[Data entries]
= Beginning of Section =
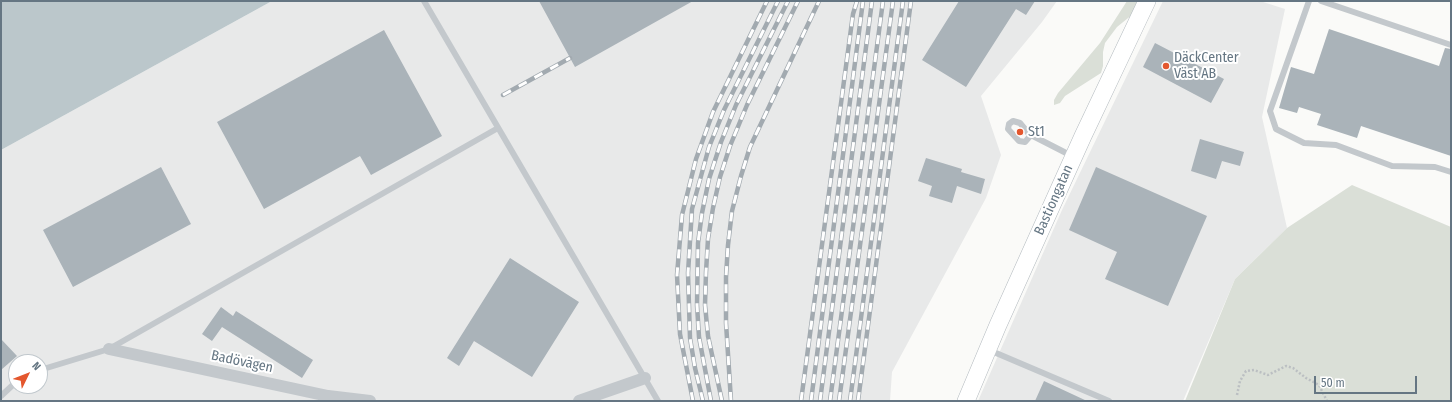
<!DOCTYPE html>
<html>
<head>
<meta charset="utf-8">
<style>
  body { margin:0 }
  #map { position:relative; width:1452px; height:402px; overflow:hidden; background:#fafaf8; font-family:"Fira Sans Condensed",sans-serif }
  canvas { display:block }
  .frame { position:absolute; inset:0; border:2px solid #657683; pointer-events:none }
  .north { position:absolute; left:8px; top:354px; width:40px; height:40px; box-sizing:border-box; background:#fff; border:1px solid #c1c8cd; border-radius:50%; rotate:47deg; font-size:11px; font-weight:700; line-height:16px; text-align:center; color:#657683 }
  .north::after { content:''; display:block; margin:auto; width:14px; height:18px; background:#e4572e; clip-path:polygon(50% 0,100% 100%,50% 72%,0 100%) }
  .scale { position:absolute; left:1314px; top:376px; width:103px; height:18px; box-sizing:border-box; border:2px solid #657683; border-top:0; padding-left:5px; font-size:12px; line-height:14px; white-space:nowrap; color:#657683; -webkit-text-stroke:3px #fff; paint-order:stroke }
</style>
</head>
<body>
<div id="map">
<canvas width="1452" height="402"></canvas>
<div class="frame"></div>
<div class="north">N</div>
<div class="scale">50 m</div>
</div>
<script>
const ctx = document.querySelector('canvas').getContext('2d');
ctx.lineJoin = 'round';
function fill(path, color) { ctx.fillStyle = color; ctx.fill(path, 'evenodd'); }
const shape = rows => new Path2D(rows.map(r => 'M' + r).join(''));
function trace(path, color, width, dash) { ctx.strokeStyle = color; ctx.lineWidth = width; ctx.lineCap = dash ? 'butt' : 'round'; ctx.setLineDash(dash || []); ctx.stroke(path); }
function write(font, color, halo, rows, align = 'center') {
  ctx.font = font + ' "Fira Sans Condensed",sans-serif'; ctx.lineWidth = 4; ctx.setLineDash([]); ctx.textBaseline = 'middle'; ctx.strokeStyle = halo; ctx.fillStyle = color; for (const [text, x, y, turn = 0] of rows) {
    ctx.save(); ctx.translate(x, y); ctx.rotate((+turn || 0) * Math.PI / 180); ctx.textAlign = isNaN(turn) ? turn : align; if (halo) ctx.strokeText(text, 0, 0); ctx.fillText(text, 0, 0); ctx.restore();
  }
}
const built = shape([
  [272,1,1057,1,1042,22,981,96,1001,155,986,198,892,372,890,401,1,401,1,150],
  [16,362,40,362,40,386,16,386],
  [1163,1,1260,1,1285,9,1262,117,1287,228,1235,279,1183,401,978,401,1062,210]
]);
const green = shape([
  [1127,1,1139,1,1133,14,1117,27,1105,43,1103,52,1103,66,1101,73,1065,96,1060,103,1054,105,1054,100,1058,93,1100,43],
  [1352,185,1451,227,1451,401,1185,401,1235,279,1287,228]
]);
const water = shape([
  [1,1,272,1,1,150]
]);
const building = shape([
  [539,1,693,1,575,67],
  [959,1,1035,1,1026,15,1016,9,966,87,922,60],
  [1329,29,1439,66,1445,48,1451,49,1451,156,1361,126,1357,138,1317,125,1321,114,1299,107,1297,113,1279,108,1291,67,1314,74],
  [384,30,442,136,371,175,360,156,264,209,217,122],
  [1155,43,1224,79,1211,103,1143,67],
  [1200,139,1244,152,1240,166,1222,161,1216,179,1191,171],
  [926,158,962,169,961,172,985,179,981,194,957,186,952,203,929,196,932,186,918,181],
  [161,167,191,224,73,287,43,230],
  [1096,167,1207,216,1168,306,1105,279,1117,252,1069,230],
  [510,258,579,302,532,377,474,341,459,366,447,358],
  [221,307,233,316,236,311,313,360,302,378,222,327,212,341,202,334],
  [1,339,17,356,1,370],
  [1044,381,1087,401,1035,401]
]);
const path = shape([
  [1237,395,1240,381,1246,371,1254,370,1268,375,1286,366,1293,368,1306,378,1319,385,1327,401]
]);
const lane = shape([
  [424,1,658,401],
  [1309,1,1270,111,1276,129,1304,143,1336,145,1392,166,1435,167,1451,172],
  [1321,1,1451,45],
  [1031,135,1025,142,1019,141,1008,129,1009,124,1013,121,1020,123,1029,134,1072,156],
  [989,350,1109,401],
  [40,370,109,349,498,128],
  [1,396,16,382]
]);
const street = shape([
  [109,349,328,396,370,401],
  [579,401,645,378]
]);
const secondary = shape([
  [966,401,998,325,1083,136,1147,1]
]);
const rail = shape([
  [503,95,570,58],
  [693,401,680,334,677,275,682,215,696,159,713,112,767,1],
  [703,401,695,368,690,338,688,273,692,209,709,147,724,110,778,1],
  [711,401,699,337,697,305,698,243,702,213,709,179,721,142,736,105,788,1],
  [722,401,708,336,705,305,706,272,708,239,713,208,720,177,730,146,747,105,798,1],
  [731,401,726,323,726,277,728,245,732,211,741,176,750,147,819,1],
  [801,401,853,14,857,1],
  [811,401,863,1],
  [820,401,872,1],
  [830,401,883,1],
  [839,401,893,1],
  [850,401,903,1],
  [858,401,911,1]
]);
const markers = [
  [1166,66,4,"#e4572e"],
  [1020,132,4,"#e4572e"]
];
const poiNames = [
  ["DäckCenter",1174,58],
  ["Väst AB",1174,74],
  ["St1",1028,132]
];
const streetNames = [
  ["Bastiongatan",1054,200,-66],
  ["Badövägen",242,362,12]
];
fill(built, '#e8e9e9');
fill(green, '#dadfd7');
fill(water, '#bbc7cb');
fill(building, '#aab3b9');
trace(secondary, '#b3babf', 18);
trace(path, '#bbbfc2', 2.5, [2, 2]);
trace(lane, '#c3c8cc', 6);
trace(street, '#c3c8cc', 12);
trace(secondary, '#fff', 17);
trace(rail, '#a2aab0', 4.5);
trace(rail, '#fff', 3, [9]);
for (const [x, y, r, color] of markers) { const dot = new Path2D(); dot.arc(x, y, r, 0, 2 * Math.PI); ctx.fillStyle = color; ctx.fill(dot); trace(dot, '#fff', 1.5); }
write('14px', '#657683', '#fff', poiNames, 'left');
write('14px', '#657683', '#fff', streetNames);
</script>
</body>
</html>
= End of Section =
# [WHAT THE TASK ASKS]
Every line above holding the string "function" should be listed.

# [YOUR SOLUTION]
function fill(path, color) { ctx.fillStyle = color; ctx.fill(path, 'evenodd'); }
function trace(path, color, width, dash) { ctx.strokeStyle = color; ctx.lineWidth = width; ctx.lineCap = dash ? 'butt' : 'round'; ctx.setLineDash(dash || []); ctx.stroke(path); }
function write(font, color, halo, rows, align = 'center') {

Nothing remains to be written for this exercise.